## Your assignment
Copy out every line of the data that has the word "Digitize" somewhere in it.
╭─ The input
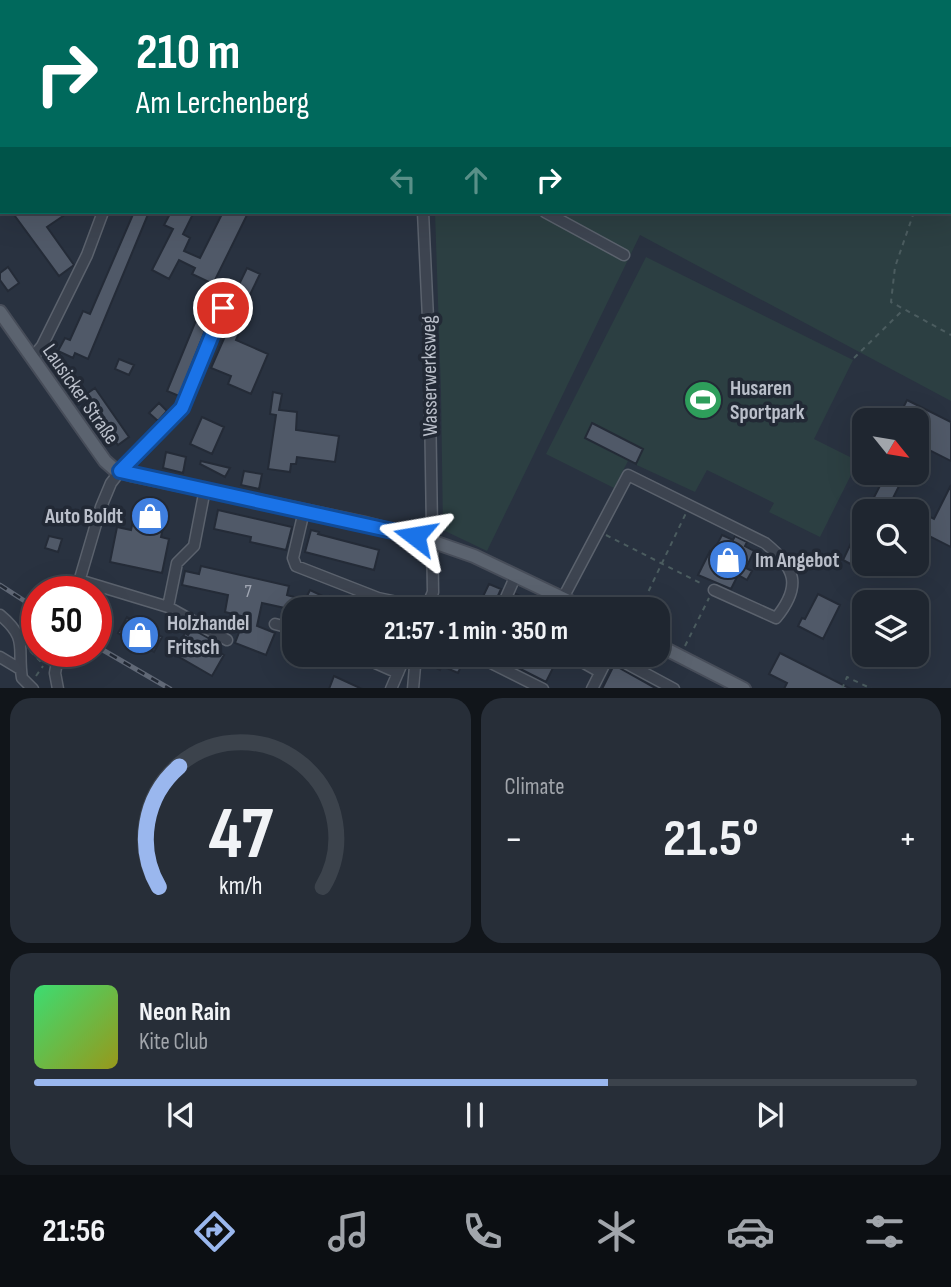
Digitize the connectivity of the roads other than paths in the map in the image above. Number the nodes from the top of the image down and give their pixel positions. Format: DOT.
graph roads {
  1 [pos="102,214"];
  2 [pos="423,214"];
  3 [pos="549,214"];
  4 [pos="624,255"];
  5 [pos="223,308"];
  6 [pos="0,312"];
  7 [pos="32,358"];
  8 [pos="120,471"];
  9 [pos="205,489"];
  10 [pos="304,511"];
  11 [pos="431,541"];
  12 [pos="516,575"];
  13 [pos="80,576"];
  14 [pos="112,590"];
  15 [pos="713,590"];
  16 [pos="375,597"];
  17 [pos="431,597"];
  18 [pos="506,597"];
  19 [pos="561,597"];
  20 [pos="564,597"];
  21 [pos="168,607"];
  22 [pos="0,615"];
  23 [pos="275,624"];
  24 [pos="282,626"];
  25 [pos="227,640"];
  26 [pos="670,651"];
  27 [pos="0,657"];
  28 [pos="56,667"];
  29 [pos="384,667"];
  30 [pos="401,667"];
  31 [pos="415,667"];
  32 [pos="500,667"];
  33 [pos="591,667"];
  34 [pos="603,667"];
  35 [pos="633,667"];
  36 [pos="20,669"];
  37 [pos="600,672"];
  38 [pos="398,673"];
  39 [pos="31,687"];
  40 [pos="58,688"];
  41 [pos="391,688"];
  42 [pos="413,688"];
  43 [pos="543,688"];
  44 [pos="592,688"];
  45 [pos="674,688"];
  46 [pos="744,688"];
  1 -- 7 [label="street"];
  2 -- 11 [label="street, Wasserwerksweg"];
  3 -- 4 [label="street"];
  5 -- 8 [label="street"];
  6 -- 7 [label="main road, Lausicker Straße"];
  7 -- 8 [label="main road, Lausicker Straße"];
  8 -- 9 [label="main road, Lausicker Straße"];
  8 -- 13 [label="street"];
  9 -- 10 [label="main road, Lausicker Straße"];
  9 -- 21 [label="street"];
  10 -- 11 [label="main road, Lausicker Straße"];
  10 -- 16 [label="street"];
  11 -- 12 [label="main road, Lausicker Straße"];
  11 -- 17 [label="street, Wasserwerksweg"];
  12 -- 18 [label="street"];
  12 -- 19 [label="main road, Lausicker Straße"];
  14 -- 21 [label="street"];
  15 -- 20 [label="street"];
  21 -- 25 [label="street"];
  22 -- 36 [label="street"];
  23 -- 24 [label="street"];
  26 -- 46 [label="main road"];
  27 -- 36 [label="street"];
  28 -- 40 [label="street"];
  29 -- 38 [label="street"];
  30 -- 38 [label="street"];
  31 -- 42 [label="street"];
  32 -- 43 [label="street"];
  33 -- 37 [label="street"];
  34 -- 37 [label="street"];
  35 -- 45 [label="street"];
  36 -- 39 [label="street"];
  37 -- 44 [label="street"];
  38 -- 41 [label="street"];
}
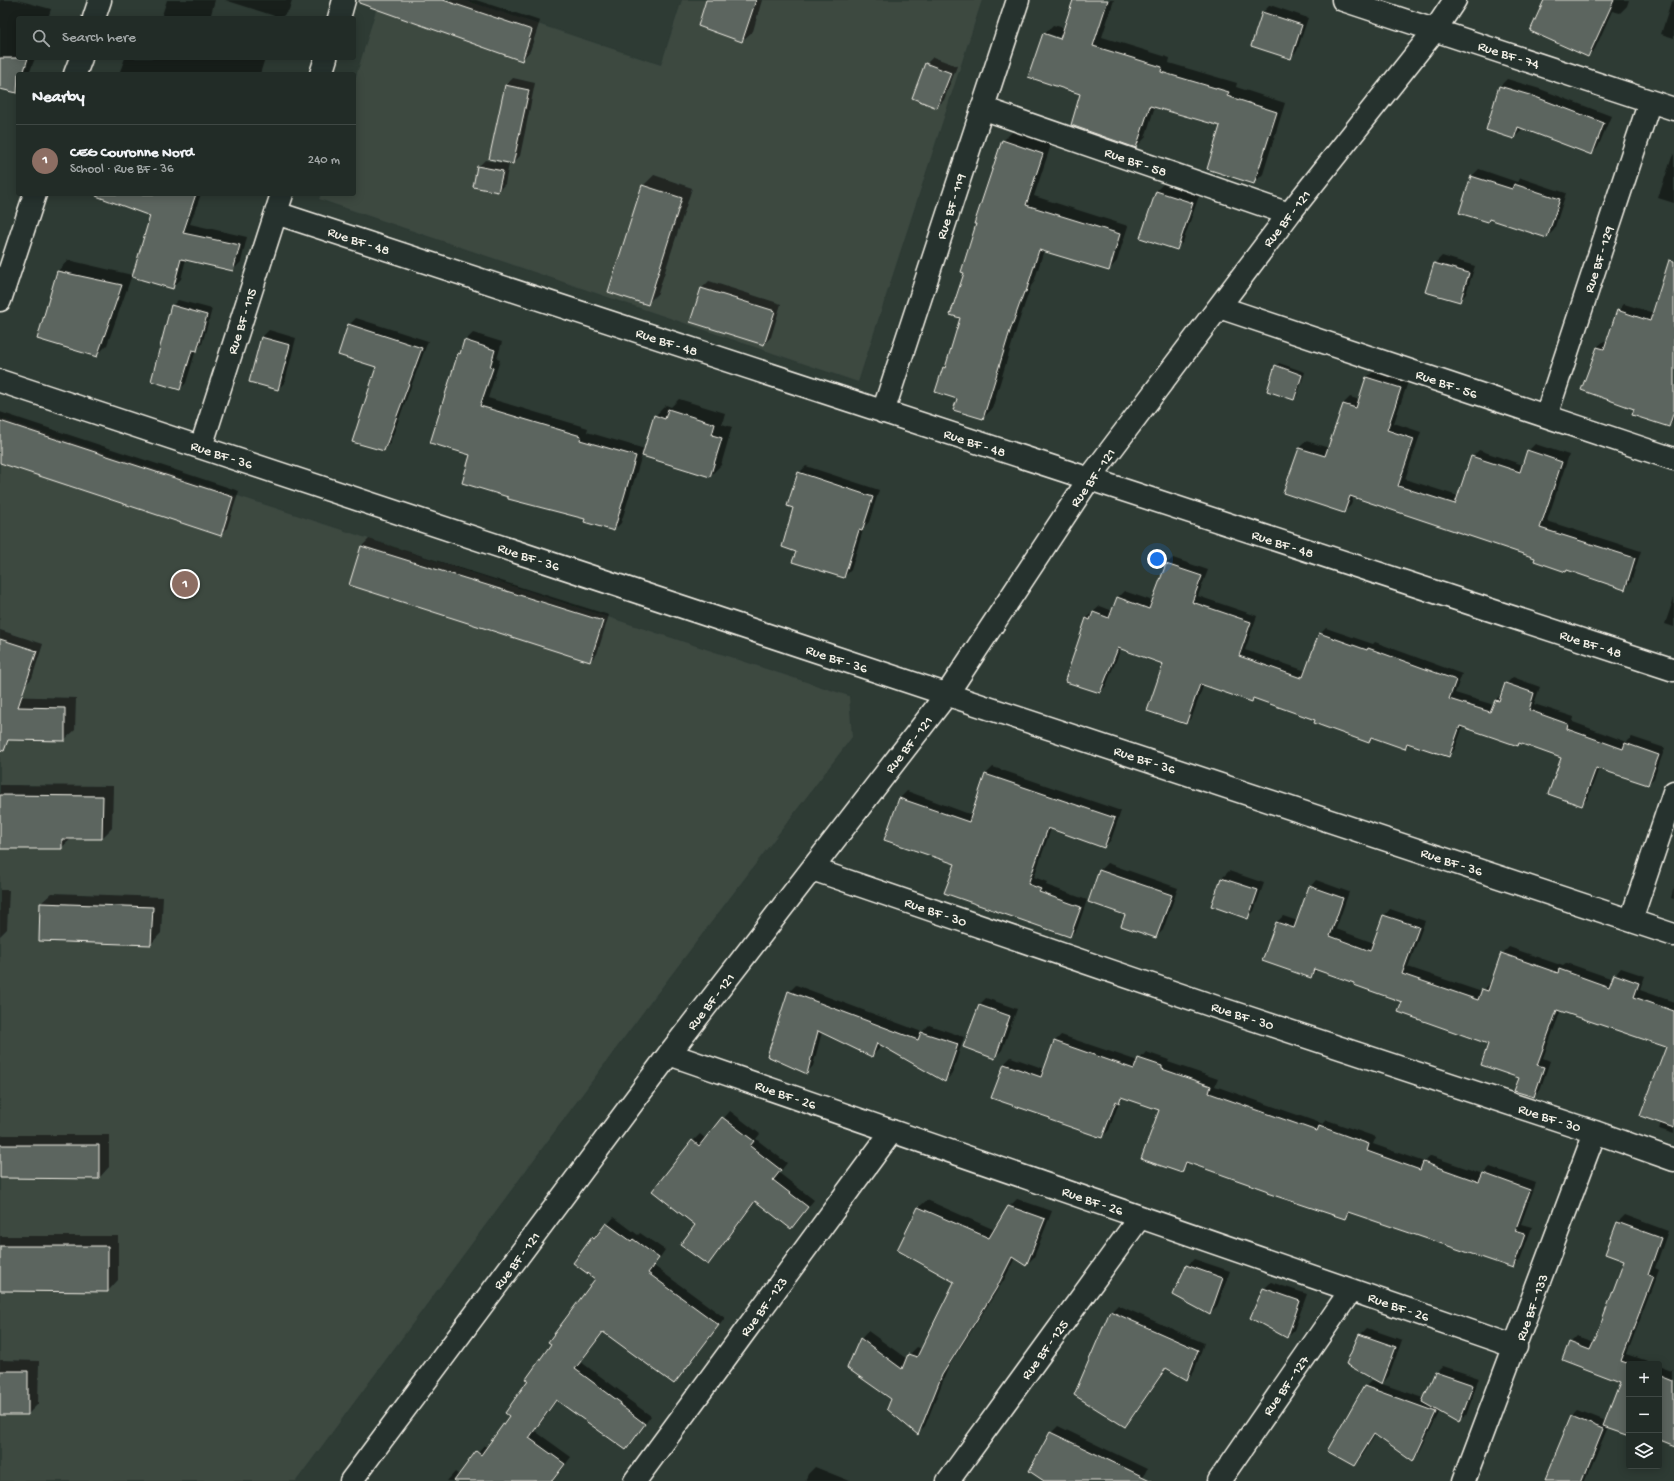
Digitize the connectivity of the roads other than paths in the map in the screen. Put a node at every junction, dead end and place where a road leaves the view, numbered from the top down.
1 (100, 0) edge
2 (344, 0) edge
3 (1018, 0) edge
4 (1343, 0) edge
5 (1455, 0) edge
6 (95, 16) edge
7 (340, 16) edge
8 (1435, 30) junction
9 (80, 60) edge
10 (325, 60) edge
11 (76, 72) edge
12 (322, 72) edge
13 (1650, 101) junction
14 (982, 108) junction
15 (1674, 109) edge
16 (34, 196) edge
17 (279, 204) edge
18 (1289, 214) junction
19 (0, 300) edge
20 (1219, 307) junction
21 (0, 381) edge
22 (883, 412) junction
23 (1546, 416) junction
24 (201, 447) junction
25 (1674, 459) edge
26 (1089, 479) junction
27 (1674, 670) edge
28 (947, 694) junction
29 (1674, 792) edge
30 (812, 869) junction
31 (1631, 920) junction
32 (1674, 934) edge
33 (669, 1054) junction
34 (892, 1131) junction
35 (1595, 1132) junction
36 (1674, 1160) edge
37 (1140, 1217) junction
38 (1351, 1290) junction
39 (1516, 1347) junction
40 (351, 1481) edge
41 (635, 1481) edge
42 (948, 1481) edge
43 (1219, 1481) edge
44 (1464, 1481) edge

1 - 6 street
2 - 7 street
3 - 14 street, Rue BF - 119
4 - 8 street, Rue BF - 74
5 - 8 street, Rue BF - 121
8 - 13 street, Rue BF - 74
8 - 18 street, Rue BF - 121
9 - 11 street
10 - 12 street
13 - 15 street, Rue BF - 74
13 - 23 street, Rue BF - 129
14 - 18 street, Rue BF - 58
14 - 22 street, Rue BF - 119
16 - 19 street
17 - 22 street, Rue BF - 48
17 - 24 street, Rue BF - 115
18 - 20 street, Rue BF - 121
20 - 23 street, Rue BF - 56
20 - 26 street, Rue BF - 121
21 - 24 street, Rue BF - 36
22 - 26 street, Rue BF - 48
23 - 25 street, Rue BF - 56
24 - 28 street, Rue BF - 36
26 - 27 street, Rue BF - 48
26 - 28 street, Rue BF - 121
28 - 30 street, Rue BF - 121
28 - 31 street, Rue BF - 36
29 - 31 street
30 - 33 street, Rue BF - 121
30 - 35 street, Rue BF - 30
31 - 32 street, Rue BF - 36
33 - 34 street, Rue BF - 26
33 - 40 street, Rue BF - 121
34 - 37 street, Rue BF - 26
34 - 41 street, Rue BF - 123
35 - 36 street, Rue BF - 30
35 - 39 street, Rue BF - 133
37 - 38 street, Rue BF - 26
37 - 42 street, Rue BF - 125
38 - 39 street, Rue BF - 26
38 - 43 street, Rue BF - 127
39 - 44 street, Rue BF - 133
╰─
## Solution for this problem
Digitize the connectivity of the roads other than paths in the map in the image above. Number the nodes from the top of the image down and give their pixel positions. Format: DOT.
Digitize the connectivity of the roads other than paths in the map in the screen. Put a node at every junction, dead end and place where a road leaves the view, numbered from the top down.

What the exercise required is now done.